Trivia: Pixy Stix were a key ingredient (along with Cap 'n' Crunch) in a sandwich made by Ally Sheedy in "The Breakfast Club."

Prices: SweeTarts, about 99 cents to $1.30 for a 1.8-ounce roll; Pixy Stix, about $1 to $2.49 for a pack of several straws in assorted flavors; Nerds; about $1 to $2 for a 1.65-ounce box

(Allen J. Schaben / Los Angeles Times)


What: It's that stuff you can chew for a long time but aren't supposed to swallow.
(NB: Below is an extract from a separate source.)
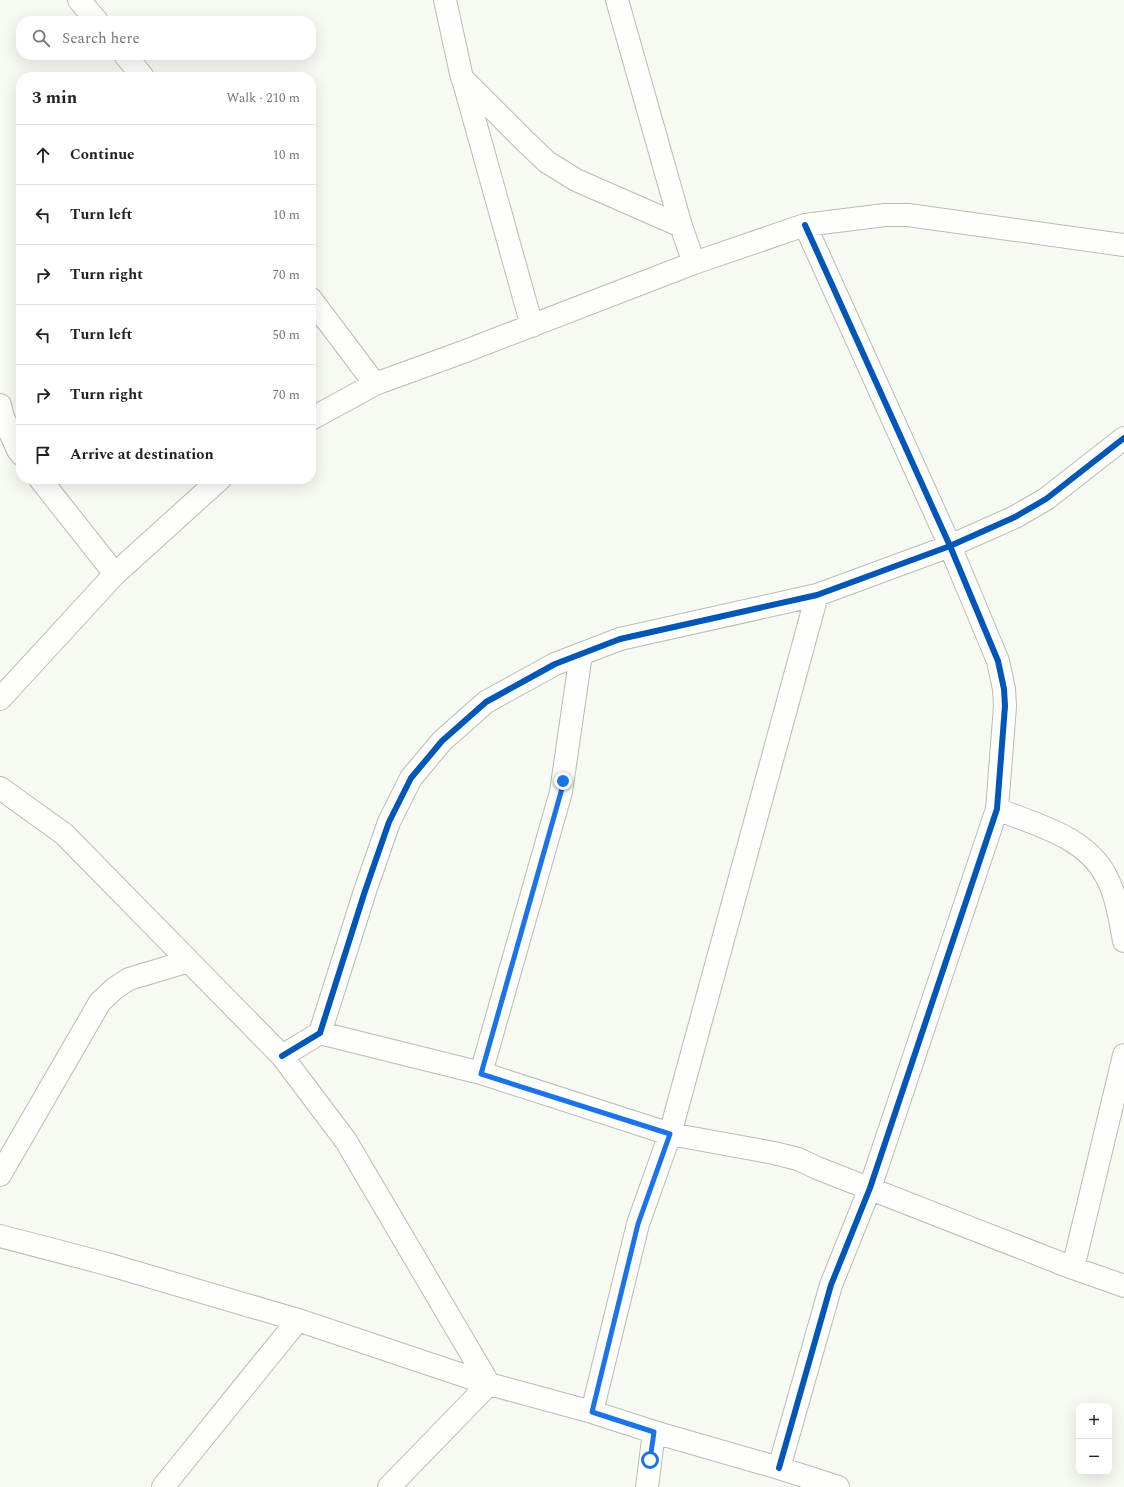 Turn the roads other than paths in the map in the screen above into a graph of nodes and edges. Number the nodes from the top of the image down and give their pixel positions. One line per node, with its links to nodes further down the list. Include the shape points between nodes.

Details: Americans haven't abandoned chewing gum, but, after dire warnings from medical professionals, they are changing their habits and turning to sugarless varieties. We embrace the concept of dental health, but for purposes of a road trip, we hold out for the sugared-up version of golden oldies, brands including Bazooka (introduced in 1947), Dubble Bubble (invented in 1928), Hubba Bubba (introduced in 1979), Juicy Fruit (1893) and Doublemint (1914). There's nothing like sitting in a car and going through several packages of gum in a day, just to binge on fresh flavor and sugar. (But don’t forget that gum can melt in a hot car.) We applaud the American Dental Assn. seal of approval that has been awarded to brands such as Trident and Orbit, but for road trip purposes, we just don't care.
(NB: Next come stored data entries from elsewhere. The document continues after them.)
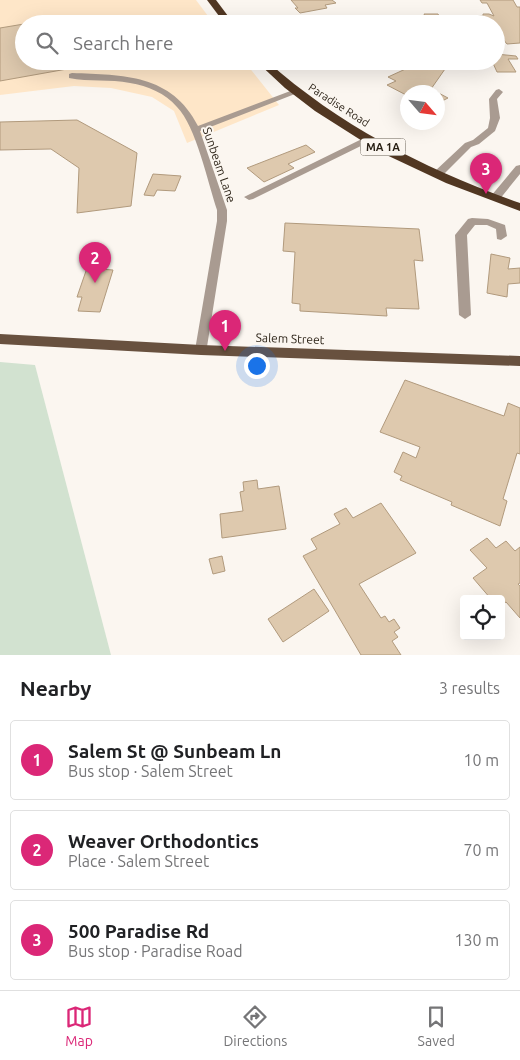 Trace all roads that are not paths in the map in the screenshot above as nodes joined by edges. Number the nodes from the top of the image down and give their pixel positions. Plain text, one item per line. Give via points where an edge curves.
1 (212, 0) edge
2 (223, 15) edge
3 (271, 70) edge
4 (72, 76) dead end
5 (296, 92) junction
6 (499, 92) dead end
7 (195, 130) junction
8 (368, 140) junction
9 (520, 168) edge
10 (438, 174) junction
11 (249, 197) dead end
12 (495, 198) junction
13 (520, 207) edge
14 (501, 236) dead end
15 (465, 315) dead end
16 (0, 339) edge
17 (201, 350) junction
18 (520, 361) edge

1 - 2 highway
3 - 5 highway, Paradise Road / MA 1A
4 - 7 street, Sunbeam Lane via 117,79 154,87 183,107
5 - 7 street
5 - 8 highway, Paradise Road / MA 1A
6 - 10 street via 493,99 495,118 492,129 468,145
7 - 17 street, Sunbeam Lane via 222,210
8 - 10 highway, Paradise Road / MA 1A
8 - 11 street
9 - 12 street
10 - 12 highway, Paradise Road / MA 1A
12 - 13 highway, Paradise Road / MA 1A
14 - 15 street via 501,227 472,221 461,235
16 - 17 main road, Salem Street
17 - 18 main road, Salem Street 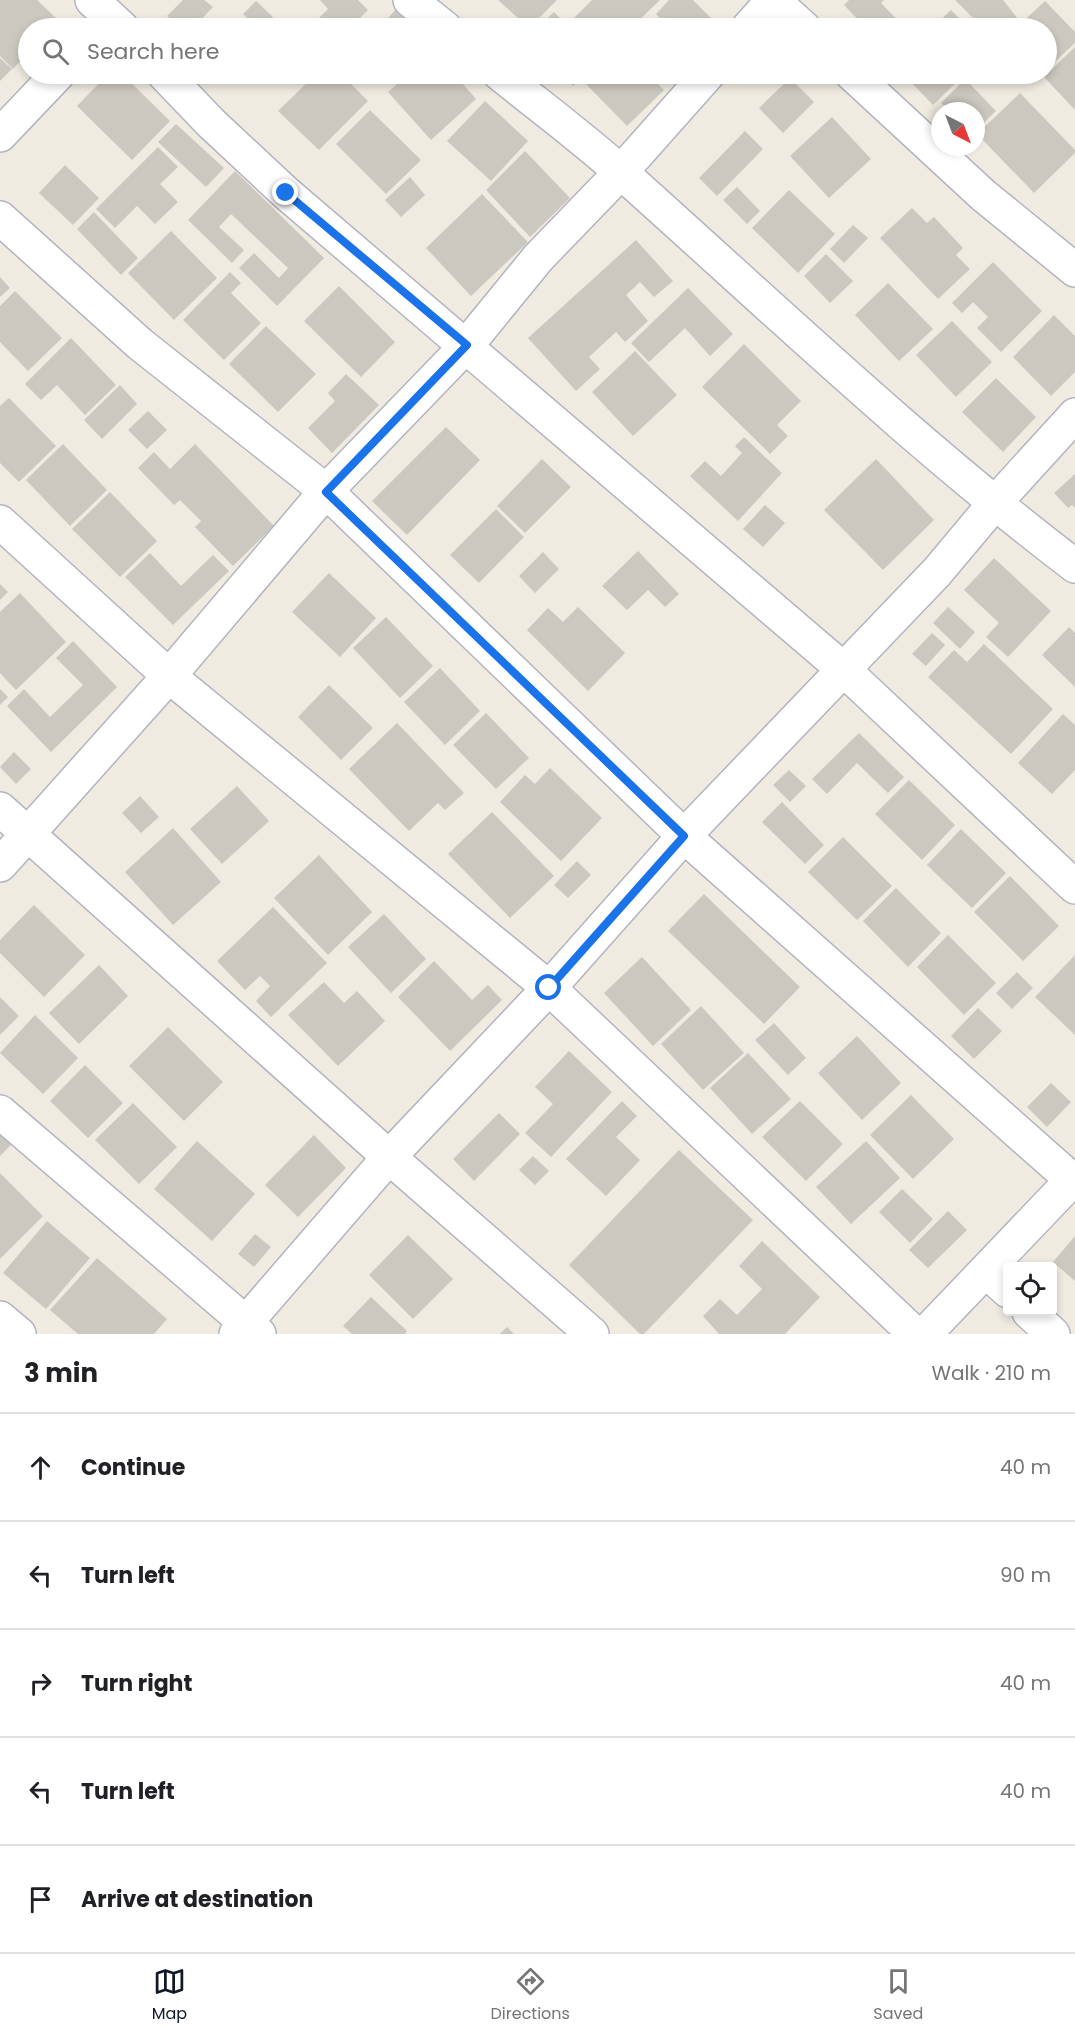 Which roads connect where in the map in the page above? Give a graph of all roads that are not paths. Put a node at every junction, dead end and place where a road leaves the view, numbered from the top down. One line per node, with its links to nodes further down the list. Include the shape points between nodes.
1 (410, 0): 3 (street)
2 (773, 0): 4 (street); 5 (street)
3 (432, 18)
4 (757, 18)
5 (793, 18)
6 (48, 84): 11 (street)
7 (174, 84): 15 (street, via 286,193)
8 (512, 84): 12 (street)
9 (699, 84): 12 (street)
10 (863, 84): 14 (street, via 983,195)
11 (0, 135)
12 (621, 172): 15 (street, via 538,258); 18 (street)
13 (0, 218): 17 (street, via 140,344)
14 (1075, 270)
15 (467, 345): 17 (street); 21 (street)
16 (1075, 415): 18 (street)
17 (326, 492): 22 (street); 25 (street)
18 (994, 504): 20 (street); 21 (street, via 936,572)
19 (0, 522): 22 (street)
20 (1075, 566)
21 (843, 669): 25 (street); 27 (street)
22 (169, 676): 24 (street); 28 (street)
23 (0, 809): 24 (street)
24 (28, 833): 26 (street); 30 (street)
25 (684, 836): 28 (street); 31 (street)
26 (0, 865)
27 (1075, 887)
28 (549, 988): 30 (street); 38 (street)
29 (0, 1112): 35 (street)
30 (389, 1157): 35 (street); 37 (street)
31 (1073, 1179): 32 (street)
32 (997, 1281): 39 (street)
33 (1034, 1316): 40 (street)
34 (0, 1318): 36 (street)
35 (247, 1330)
36 (19, 1334)
37 (592, 1334)
38 (915, 1334)
39 (925, 1334)
40 (1053, 1334)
Trivia: Jimmy Buffett included a song titled "Grapefruit — Juicy Fruit" on his 1973 album "A White Sport Coat and a Pink Crustacean."
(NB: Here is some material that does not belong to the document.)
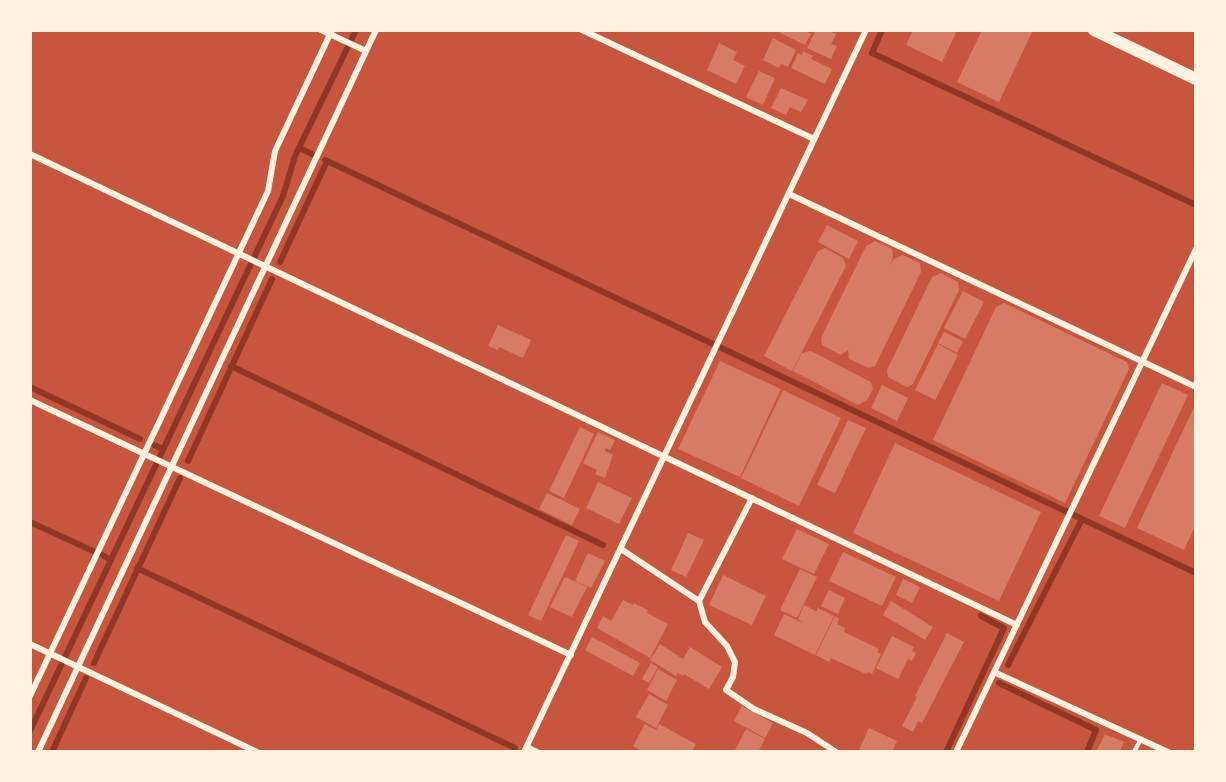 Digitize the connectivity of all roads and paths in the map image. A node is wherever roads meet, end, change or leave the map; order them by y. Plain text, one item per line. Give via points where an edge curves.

Price: Bazooka, about $2 to $2.49 for a 6.34-ounce pack; Dubble Bubble, about $2 to $2.65 for a 1-ounce pack; Hubba Bubba, about 99 cents for a pack of five; Juicy Fruit and Doublemint, about 35 cents each for a five-stick pack.

(Allen J. Schaben / Los Angeles Times)

Tootsie Pops

What: A hard candy lollipop surrounding a Tootsie Roll center

Details: It's challenging to imagine a road trip without a Tootsie Pop moment. The hard shell. The chewy center. The stick that allowed all young children in an earlier era to pretend they had a cigarette dangling from their lips. It doesn't get much better than that.

Trivia: In 2015, the New York Post reported on one of the great candy questions of all time: How many licks does it take to get to the center of a Tootsie Pop? Apparently a doctoral student and his colleagues at New York University came up with an answer: about 2,500 licks.

Price: About $1.49 to $2 for a pack of eight

(Allen J. Schaben / Los Angeles Times)


What: Colorful candies that were originally manufactured with a milk chocolate filling and a hard-candy shell

Details: We are making a chocolate exception for M&M's, one of the most popular candies in the U.S. If you don't want the original, you can stock up on, say, peanut or almond M&M's or M&M's with peanut butter or pretzel fillings. They come in milk, dark and white chocolate, and flavors include candy corn and white chocolate.

Trivia: Actors who have voiced the brand's mascots include John Goodman, Jon Lovitz and J.K. Simmons

Price: M&M's Milk Chocolate, 97 cents to $1 for a 1.69-ounce pouch; M&M's Peanut, about $1 to $1.29 for a 1.74 -ounce pouch.

(Allen J. Schaben / Los Angeles Times)

Life Savers

What: Ring-shaped candy mints packaged in paper-wrapped aluminum rolls

Details: Life Savers are a classic hard candy, introduced in the early 20th century and stuffed in Christmas stockings for decades. Today there are Life Saver gummies and sour gummies and mints — and dozens of flavors, but if you're new to the concept, we suggest you stick with Life Saver five-flavors roll: cherry, raspberry, watermelon, orange and pineapple.

Trivia: Clarence Crane, father of poet Hart Crane, created Life Savers,

Price: About $1.49 to $2.99 for a roll of 14 candies in five flavors

(Allen J. Schaben / Los Angeles Times)

Haribo Gold-Bears Gummi Candy

What: Bear-shaped fruit-gum candies.

Details: There are a lot of gummies on the market, but Haribo Gold Bears have a huge following — consumers who eat them by the bag. Gummi fans often note that one of the key ingredients is gelatin, a source of protein, which almost elevates Gummis to health food status.

Trivia: Thrillist reports that in the ’30s, the Haribo company "produced a line of 'Teddy Bear' gummies named for [Teddy] Roosevelt, presumably because of his habit of eating actual bears.”